The Dandies of Ranthambore

I was right at the back of a large open top vehicle called a cantor (I have no idea why a large jeep is named after a singer). When we came to a halt I was one of the last people to figure out that there was a large number of peafowl on the road. It had rained overnight, and there were several pools of water in the road. The bunch of birds must have tired of the worms and grass seeds it had been foraging on, and come to drink the water.

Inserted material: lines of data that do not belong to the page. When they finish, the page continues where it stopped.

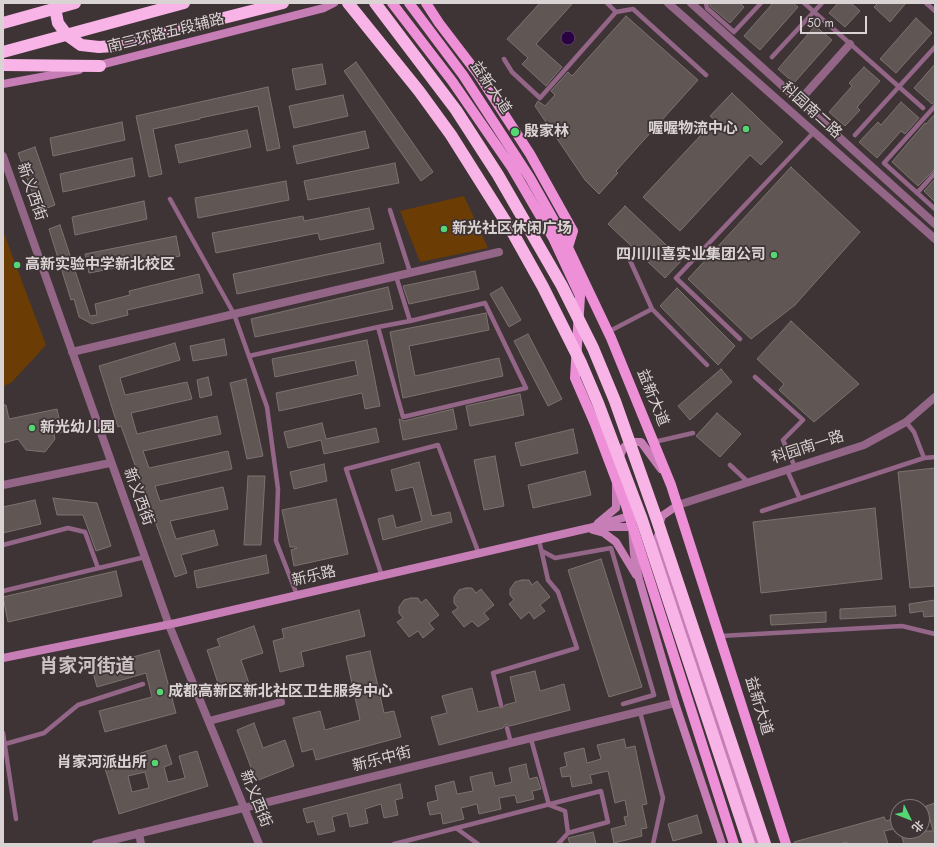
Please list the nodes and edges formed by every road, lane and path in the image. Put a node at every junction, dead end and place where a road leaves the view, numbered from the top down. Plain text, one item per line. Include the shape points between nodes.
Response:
1 (58, 3) edge
2 (75, 3) edge
3 (184, 3) edge
4 (283, 3) edge
5 (334, 3) edge
6 (348, 3) edge
7 (375, 3) edge
8 (392, 3) edge
9 (409, 3) edge
10 (426, 3) edge
11 (607, 3) edge
12 (668, 3) edge
13 (691, 3) edge
14 (706, 3) edge
15 (761, 3) edge
16 (804, 3) edge
17 (822, 3) edge
18 (926, 3) edge
19 (935, 11) edge
20 (616, 12) junction
21 (814, 12) junction
22 (3, 23) edge
23 (850, 44) junction
24 (935, 47) edge
25 (3, 52) edge
26 (772, 57) dead end
27 (504, 59) dead end
28 (3, 65) edge
29 (100, 66) junction
30 (706, 75) dead end
31 (3, 84) edge
32 (899, 87) junction
33 (800, 100) junction
34 (935, 106) edge
35 (923, 108) dead end
36 (814, 132) junction
37 (855, 135) dead end
38 (3, 156) edge
39 (935, 173) edge
40 (917, 193) junction
41 (170, 199) dead end
42 (935, 209) edge
43 (390, 210) dead end
44 (935, 224) edge
45 (557, 236) junction
46 (935, 240) edge
47 (568, 247) junction
48 (499, 252) dead end
49 (628, 256) dead end
50 (410, 272) junction
51 (396, 276) junction
52 (652, 309) junction
53 (234, 314) junction
54 (410, 321) junction
55 (378, 327) junction
56 (608, 332) junction
57 (740, 339) dead end
58 (72, 352) junction
59 (249, 356) junction
60 (707, 365) dead end
61 (755, 377) dead end
62 (935, 396) edge
63 (906, 422) junction
64 (693, 433) dead end
65 (654, 442) junction
66 (924, 458) junction
67 (935, 458) edge
68 (110, 463) junction
69 (730, 465) dead end
70 (791, 468) junction
71 (615, 481) junction
72 (748, 482) junction
73 (3, 485) edge
74 (671, 485) junction
75 (800, 499) junction
76 (678, 505) junction
77 (626, 506) junction
78 (762, 511) dead end
79 (629, 516) junction
80 (632, 527) junction
81 (589, 528) junction
82 (539, 540) junction
83 (3, 545) edge
84 (542, 551) junction
85 (479, 554) junction
86 (145, 558) junction
87 (661, 558) junction
88 (98, 568) junction
89 (382, 576) junction
90 (639, 579) junction
91 (3, 591) edge
92 (297, 596) junction
93 (169, 625) junction
94 (935, 634) edge
95 (720, 636) junction
96 (3, 658) edge
97 (143, 684) dead end
98 (281, 702) dead end
99 (675, 703) junction
100 (623, 704) dead end
101 (501, 705) dead end
102 (640, 712) junction
103 (209, 722) junction
104 (507, 728) dead end
105 (3, 733) edge
106 (531, 739) junction
107 (511, 743) junction
108 (5, 744) junction
109 (549, 805) junction
110 (244, 808) junction
111 (16, 819) dead end
112 (456, 828) junction
113 (568, 833) junction
114 (139, 834) junction
115 (96, 844) edge
116 (141, 844) edge
117 (258, 844) edge
118 (394, 844) edge
119 (478, 844) edge
120 (558, 844) edge
121 (653, 844) edge
122 (722, 844) edge
123 (734, 844) edge
124 (749, 844) edge
125 (756, 844) edge
126 (765, 844) edge
127 (786, 844) edge

1 - 4 highway, bridge via 58,23 64,32 81,45 99,47 113,46
2 - 22 highway
3 - 25 highway
5 - 29 street, 南三环路五段辅路 via 324,8
6 - 124 highway, bridge via 451,135 514,235 581,362 643,524
7 - 126 highway, bridge via 451,104 498,175 562,286 593,348 615,401 657,520
8 - 45 main road, 益新大道 via 481,122
9 - 45 main road, 益新大道 via 494,121 530,178
10 - 47 main road via 478,74 530,154 573,231
11 - 20 lane
12 - 36 street, 科园南二路
13 - 33 street, 科园南二路
14 - 15 lane via 707,8 734,32
16 - 21 lane
17 - 21 lane
18 - 19 lane
20 - 27 lane via 540,98 512,72
20 - 30 lane via 633,9
21 - 23 lane
21 - 26 lane
23 - 32 lane
23 - 33 street
24 - 32 lane
28 - 29 highway
29 - 31 street, 南三环路五段辅路
32 - 35 lane
32 - 37 lane
33 - 44 street, 科园南二路
34 - 40 lane via 884,162
36 - 46 street, 科园南二路
36 - 57 lane via 676,278
38 - 58 street, 新义西街
39 - 40 lane
40 - 42 lane
41 - 53 lane
43 - 50 lane
45 - 47 main road, 益新大道
45 - 71 main road, 益新大道 via 580,296 575,378
47 - 56 main road, 益新大道
48 - 50 street
49 - 52 lane
50 - 51 street
51 - 53 street
51 - 54 lane
52 - 56 lane
52 - 60 lane
53 - 58 street
53 - 59 lane
54 - 55 lane
54 - 55 lane via 485,303 526,388 403,418
55 - 59 lane
56 - 65 main road, 益新大道
58 - 68 street, 新义西街
59 - 92 lane via 268,414 278,489 276,541
61 - 70 lane via 803,420 783,440
62 - 63 street, 科园南一路
63 - 66 lane via 914,432
63 - 70 street, 科园南一路 via 864,445
64 - 65 lane
65 - 74 main road, 益新大道
66 - 67 lane
66 - 75 lane
68 - 73 street
68 - 86 street, 新义西街
69 - 72 lane
70 - 72 street, 科园南一路
70 - 75 lane
71 - 77 main road, 益新大道
71 - 81 street via 616,508
72 - 76 street, 科园南一路
74 - 76 main road, 益新大道
74 - 77 street via 646,446 642,442 633,442 624,447 620,456
75 - 78 lane
76 - 87 street via 662,516 657,533
76 - 95 main road, 益新大道
77 - 79 main road, 益新大道
79 - 80 main road, 益新大道
79 - 81 street, 新乐路
79 - 87 street via 639,522 650,536
80 - 81 street
80 - 90 street
80 - 123 main road, 益新大道
81 - 82 street, 新乐路
81 - 90 street via 604,532 616,542
82 - 84 lane
82 - 85 street, 新乐路
83 - 88 lane via 68,528 85,532
84 - 100 lane via 555,558 611,548 654,695
84 - 101 lane via 548,580 558,592 577,648 493,673
85 - 89 street, 新乐路
85 - 89 lane via 438,446 346,469
86 - 88 lane
86 - 93 street, 新义西街
87 - 125 street
88 - 91 lane
89 - 92 street, 新乐路
90 - 99 street
92 - 93 street, 新乐路
93 - 96 street, 新乐路
93 - 103 street, 新义西街
94 - 95 lane via 902,626
95 - 127 main road, 益新大道
97 - 108 lane via 78,705 44,733
98 - 103 street
99 - 102 street, 新乐中街
99 - 122 street
102 - 106 street, 新乐中街
102 - 121 lane via 663,798
103 - 110 street, 新义西街
104 - 107 lane
105 - 108 lane
106 - 107 street, 新乐中街
106 - 109 lane
107 - 110 street, 新乐中街
108 - 111 lane
109 - 112 lane
109 - 113 lane via 565,811
109 - 113 lane via 601,791 608,822
110 - 114 street, 新乐中街
110 - 117 street, 新义西街
112 - 118 lane
112 - 119 lane
113 - 120 lane
114 - 115 street, 新乐中街
114 - 116 street

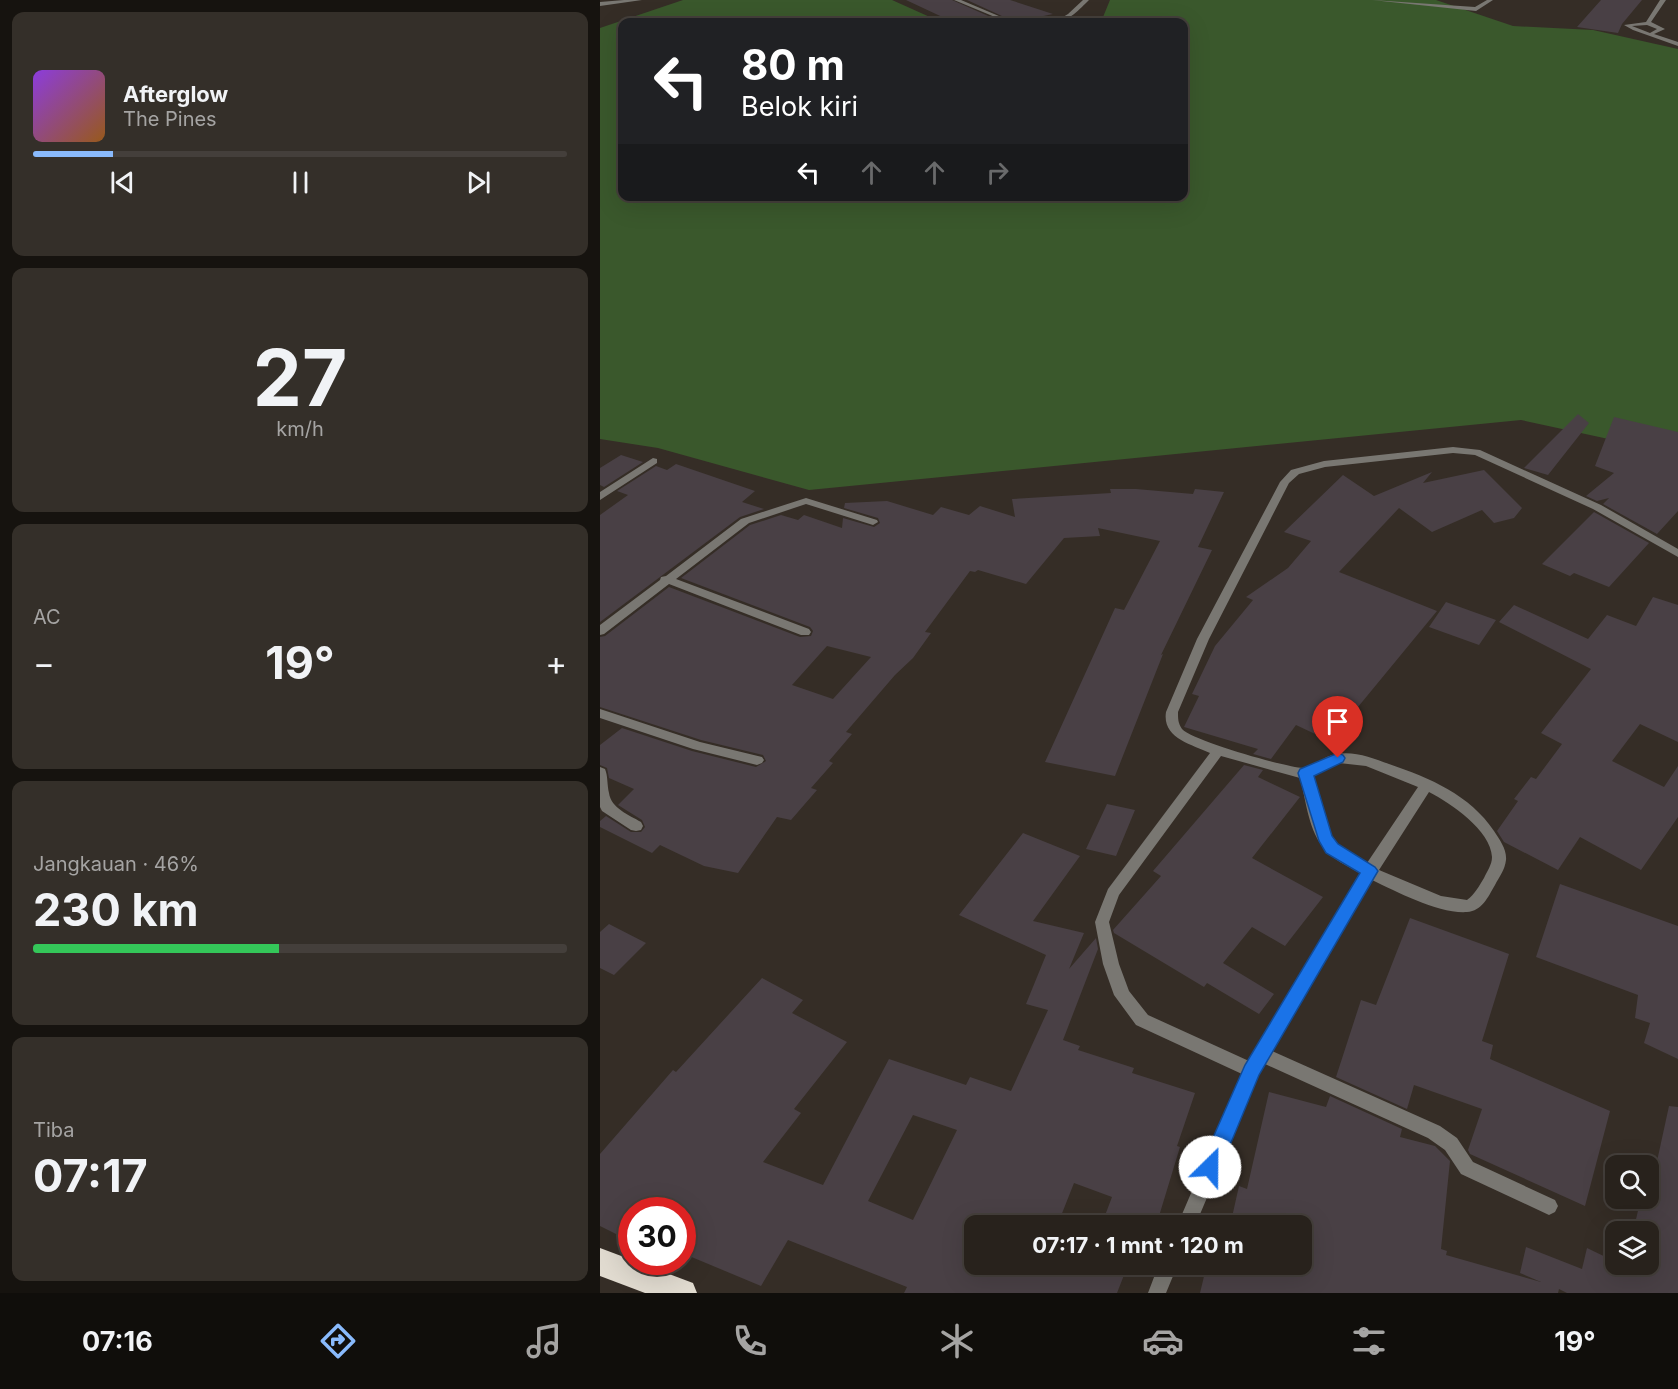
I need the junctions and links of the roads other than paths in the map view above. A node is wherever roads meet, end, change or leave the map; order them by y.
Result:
1 (639, 0) edge
2 (957, 0) edge
3 (1086, 0) edge
4 (1375, 0) edge
5 (1447, 0) edge
6 (1490, 0) edge
7 (1664, 0) edge
8 (600, 4) edge
9 (1476, 9) junction
10 (1000, 18) edge
11 (1064, 18) edge
12 (1648, 23) junction
13 (1652, 33) junction
14 (1678, 44) edge
15 (653, 460) dead end
16 (600, 497) edge
17 (873, 522) dead end
18 (1678, 554) edge
19 (665, 579) junction
20 (600, 631) edge
21 (805, 632) dead end
22 (600, 713) edge
23 (1218, 751) junction
24 (757, 760) dead end
25 (600, 772) edge
26 (1306, 773) junction
27 (1426, 786) junction
28 (636, 826) dead end
29 (1370, 871) junction
30 (1261, 1054) junction
31 (1252, 1071) junction
32 (1549, 1206) dead end
33 (1191, 1215) edge
34 (600, 1262) edge
35 (1164, 1275) edge
36 (683, 1293) edge
37 (1157, 1293) edge

1 - 8 street
2 - 10 street
3 - 11 street
4 - 9 street
5 - 9 street
6 - 9 street
7 - 12 street
12 - 13 street
12 - 13 street
13 - 14 street
15 - 16 street
17 - 19 street
18 - 23 street
19 - 20 street
19 - 21 street
22 - 24 street
23 - 26 street
23 - 31 street
25 - 28 street
26 - 27 street
26 - 29 street
27 - 29 street
27 - 29 street
29 - 30 street
30 - 31 street
30 - 32 street
31 - 33 street
34 - 36 highway
35 - 37 street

Although peafowl are widespread, I’ve never seen people walk past them without stopping. All twenty of us in the cantor were happy watching these pheasants walking around, drinking water, and generally having a relaxed time. This was not the mating season, so there were none of the fabulous displays that one sees from the male when its trying to attract a female.

Peacocks in Ranthambore

Off to one side of the road a couple of these dandies were displaying an aloofness that completely disappears in the mating season. I haven’t seen the red in the plumage before. Since the spectacular blue on the neck, and greens and golds on the tail feathers are all tricks of light (being due to diffraction from the microstructure of the feathers) this colour could be just due to the special angle I happened to see it from.

There doesn’t seem to be anything particularly distinctive about peafowl apart from the colours of the male. So why was it chosen to be the national bird of India? Quora has an interesting discussion on this, One day I must read the record of the deliberations of the committee that made this choice.